TASK DIRECTIONS =>
Among the lines below, copy each one in which "text" appears.

(Saved data entries)
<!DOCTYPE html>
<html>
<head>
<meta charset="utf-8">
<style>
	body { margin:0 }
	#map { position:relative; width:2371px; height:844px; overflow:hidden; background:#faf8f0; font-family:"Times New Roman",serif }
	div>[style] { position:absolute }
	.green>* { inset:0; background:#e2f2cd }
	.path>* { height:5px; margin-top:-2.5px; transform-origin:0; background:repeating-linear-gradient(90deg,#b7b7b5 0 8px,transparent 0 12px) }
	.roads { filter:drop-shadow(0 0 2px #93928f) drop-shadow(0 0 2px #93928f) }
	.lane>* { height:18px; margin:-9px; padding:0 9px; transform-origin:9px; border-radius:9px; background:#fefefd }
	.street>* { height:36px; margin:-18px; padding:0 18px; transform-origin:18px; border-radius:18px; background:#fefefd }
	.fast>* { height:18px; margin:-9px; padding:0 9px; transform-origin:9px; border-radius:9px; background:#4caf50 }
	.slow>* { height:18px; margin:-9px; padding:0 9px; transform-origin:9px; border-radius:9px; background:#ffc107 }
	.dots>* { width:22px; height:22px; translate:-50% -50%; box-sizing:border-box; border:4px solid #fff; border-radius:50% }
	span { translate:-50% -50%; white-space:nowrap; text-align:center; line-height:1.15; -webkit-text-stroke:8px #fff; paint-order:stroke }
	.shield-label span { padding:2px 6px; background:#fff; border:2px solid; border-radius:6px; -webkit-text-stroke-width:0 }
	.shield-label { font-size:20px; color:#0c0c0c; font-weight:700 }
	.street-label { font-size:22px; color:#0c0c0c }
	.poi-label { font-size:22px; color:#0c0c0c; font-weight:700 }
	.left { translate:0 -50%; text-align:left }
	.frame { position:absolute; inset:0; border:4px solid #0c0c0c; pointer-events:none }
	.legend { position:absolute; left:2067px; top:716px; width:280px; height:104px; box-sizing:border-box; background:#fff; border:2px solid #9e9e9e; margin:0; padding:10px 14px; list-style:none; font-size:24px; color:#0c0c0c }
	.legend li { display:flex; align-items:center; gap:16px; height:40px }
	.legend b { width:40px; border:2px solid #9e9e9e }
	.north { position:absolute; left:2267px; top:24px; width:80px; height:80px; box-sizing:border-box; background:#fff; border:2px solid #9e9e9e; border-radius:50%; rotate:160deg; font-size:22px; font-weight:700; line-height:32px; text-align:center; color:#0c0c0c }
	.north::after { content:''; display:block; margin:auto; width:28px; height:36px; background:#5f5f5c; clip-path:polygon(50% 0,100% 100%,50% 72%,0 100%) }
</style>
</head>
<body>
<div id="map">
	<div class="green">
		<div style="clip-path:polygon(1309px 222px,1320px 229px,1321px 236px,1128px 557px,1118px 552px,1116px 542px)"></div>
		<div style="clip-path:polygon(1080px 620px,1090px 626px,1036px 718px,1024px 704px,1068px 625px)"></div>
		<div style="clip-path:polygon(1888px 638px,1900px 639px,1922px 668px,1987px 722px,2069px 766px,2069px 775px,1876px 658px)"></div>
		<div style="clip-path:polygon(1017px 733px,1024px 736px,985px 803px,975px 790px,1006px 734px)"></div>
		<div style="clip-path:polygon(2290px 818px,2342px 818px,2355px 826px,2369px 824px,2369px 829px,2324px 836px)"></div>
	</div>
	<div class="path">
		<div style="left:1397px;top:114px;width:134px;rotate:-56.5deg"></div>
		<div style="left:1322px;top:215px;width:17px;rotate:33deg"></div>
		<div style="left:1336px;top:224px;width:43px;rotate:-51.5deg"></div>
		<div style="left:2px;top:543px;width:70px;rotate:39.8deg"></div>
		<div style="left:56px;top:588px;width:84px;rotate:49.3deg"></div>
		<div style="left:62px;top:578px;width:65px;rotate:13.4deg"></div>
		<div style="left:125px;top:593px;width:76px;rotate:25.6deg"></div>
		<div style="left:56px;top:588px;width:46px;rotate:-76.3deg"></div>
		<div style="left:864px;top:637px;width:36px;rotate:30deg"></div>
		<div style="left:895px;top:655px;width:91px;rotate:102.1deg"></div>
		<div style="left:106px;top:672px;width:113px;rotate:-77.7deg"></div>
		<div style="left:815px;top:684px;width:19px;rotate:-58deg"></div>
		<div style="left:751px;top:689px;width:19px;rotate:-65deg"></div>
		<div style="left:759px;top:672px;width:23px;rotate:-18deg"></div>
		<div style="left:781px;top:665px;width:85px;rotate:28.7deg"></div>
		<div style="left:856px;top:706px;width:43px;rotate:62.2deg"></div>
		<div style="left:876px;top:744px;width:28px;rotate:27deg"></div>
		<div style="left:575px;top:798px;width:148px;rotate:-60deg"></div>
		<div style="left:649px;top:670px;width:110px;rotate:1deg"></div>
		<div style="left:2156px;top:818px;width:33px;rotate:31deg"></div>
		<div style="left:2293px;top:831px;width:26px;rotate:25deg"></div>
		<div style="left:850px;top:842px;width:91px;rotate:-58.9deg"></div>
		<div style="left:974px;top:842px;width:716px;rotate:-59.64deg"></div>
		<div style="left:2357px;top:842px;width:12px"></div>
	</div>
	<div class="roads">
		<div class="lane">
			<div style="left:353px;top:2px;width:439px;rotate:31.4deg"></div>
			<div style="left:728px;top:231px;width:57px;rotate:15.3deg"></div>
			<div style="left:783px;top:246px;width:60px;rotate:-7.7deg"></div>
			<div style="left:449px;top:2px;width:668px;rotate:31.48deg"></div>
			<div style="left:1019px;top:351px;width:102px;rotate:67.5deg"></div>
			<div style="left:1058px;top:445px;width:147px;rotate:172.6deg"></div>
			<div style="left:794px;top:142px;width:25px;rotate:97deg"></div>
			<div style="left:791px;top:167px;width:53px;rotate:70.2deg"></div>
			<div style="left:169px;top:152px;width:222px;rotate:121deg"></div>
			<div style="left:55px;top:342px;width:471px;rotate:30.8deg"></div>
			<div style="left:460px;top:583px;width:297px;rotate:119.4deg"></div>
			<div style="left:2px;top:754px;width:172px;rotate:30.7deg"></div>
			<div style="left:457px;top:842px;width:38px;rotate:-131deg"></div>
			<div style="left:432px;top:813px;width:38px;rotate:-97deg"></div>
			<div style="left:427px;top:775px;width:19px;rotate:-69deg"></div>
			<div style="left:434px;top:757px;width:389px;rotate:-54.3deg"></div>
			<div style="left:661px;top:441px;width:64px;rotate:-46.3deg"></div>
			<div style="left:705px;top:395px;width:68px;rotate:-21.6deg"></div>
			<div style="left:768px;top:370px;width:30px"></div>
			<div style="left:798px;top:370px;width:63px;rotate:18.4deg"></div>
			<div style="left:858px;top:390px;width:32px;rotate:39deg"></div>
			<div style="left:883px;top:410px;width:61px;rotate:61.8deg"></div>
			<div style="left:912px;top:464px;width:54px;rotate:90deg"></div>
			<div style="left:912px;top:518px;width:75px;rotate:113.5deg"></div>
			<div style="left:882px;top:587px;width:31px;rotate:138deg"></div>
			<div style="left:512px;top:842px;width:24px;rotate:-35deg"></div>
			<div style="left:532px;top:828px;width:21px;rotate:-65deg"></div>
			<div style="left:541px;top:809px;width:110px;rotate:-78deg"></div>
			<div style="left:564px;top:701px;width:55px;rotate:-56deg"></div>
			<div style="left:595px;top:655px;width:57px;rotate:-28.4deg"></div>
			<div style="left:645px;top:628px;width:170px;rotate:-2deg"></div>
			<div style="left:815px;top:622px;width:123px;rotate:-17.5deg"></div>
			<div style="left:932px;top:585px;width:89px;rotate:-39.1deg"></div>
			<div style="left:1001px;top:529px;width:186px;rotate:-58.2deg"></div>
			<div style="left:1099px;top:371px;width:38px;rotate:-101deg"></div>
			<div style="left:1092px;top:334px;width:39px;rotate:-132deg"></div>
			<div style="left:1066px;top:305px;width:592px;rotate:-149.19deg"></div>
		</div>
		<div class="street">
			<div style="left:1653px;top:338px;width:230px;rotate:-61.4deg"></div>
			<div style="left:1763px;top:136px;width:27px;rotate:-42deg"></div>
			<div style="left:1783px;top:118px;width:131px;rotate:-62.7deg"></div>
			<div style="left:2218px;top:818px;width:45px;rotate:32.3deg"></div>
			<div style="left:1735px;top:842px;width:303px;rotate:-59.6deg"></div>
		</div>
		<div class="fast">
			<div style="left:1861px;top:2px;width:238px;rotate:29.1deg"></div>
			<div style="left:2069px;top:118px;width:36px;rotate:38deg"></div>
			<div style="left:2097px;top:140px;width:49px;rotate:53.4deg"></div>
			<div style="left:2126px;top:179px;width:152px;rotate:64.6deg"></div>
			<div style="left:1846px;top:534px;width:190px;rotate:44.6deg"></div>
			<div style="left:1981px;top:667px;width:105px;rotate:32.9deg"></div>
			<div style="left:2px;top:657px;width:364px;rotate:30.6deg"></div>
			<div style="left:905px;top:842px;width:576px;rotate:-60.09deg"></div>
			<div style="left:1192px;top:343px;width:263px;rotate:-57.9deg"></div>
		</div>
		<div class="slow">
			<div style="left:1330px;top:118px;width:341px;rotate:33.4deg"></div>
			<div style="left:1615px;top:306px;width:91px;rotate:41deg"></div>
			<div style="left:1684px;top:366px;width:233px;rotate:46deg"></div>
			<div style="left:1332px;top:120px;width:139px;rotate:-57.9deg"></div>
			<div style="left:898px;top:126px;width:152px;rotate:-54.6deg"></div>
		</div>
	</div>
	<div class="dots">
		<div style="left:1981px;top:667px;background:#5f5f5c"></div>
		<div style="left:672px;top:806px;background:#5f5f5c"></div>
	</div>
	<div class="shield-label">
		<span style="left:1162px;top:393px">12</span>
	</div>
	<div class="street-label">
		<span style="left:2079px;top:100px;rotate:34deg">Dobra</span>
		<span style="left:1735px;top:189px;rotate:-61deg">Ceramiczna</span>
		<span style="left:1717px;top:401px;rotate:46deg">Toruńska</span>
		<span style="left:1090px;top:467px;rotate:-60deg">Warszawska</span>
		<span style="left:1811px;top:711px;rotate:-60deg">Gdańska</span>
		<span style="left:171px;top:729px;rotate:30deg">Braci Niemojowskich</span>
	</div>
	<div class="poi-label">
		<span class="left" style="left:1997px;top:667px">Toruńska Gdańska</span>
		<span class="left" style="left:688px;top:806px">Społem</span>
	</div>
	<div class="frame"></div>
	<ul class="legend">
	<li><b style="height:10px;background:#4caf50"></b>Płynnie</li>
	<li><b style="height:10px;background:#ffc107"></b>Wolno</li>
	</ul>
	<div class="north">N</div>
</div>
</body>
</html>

RESPONSE TO THIS EXERCISE =>
	span { translate:-50% -50%; white-space:nowrap; text-align:center; line-height:1.15; -webkit-text-stroke:8px #fff; paint-order:stroke }
	.shield-label span { padding:2px 6px; background:#fff; border:2px solid; border-radius:6px; -webkit-text-stroke-width:0 }
	.left { translate:0 -50%; text-align:left }
	.north { position:absolute; left:2267px; top:24px; width:80px; height:80px; box-sizing:border-box; background:#fff; border:2px solid #9e9e9e; border-radius:50%; rotate:160deg; font-size:22px; font-weight:700; line-height:32px; text-align:center; color:#0c0c0c }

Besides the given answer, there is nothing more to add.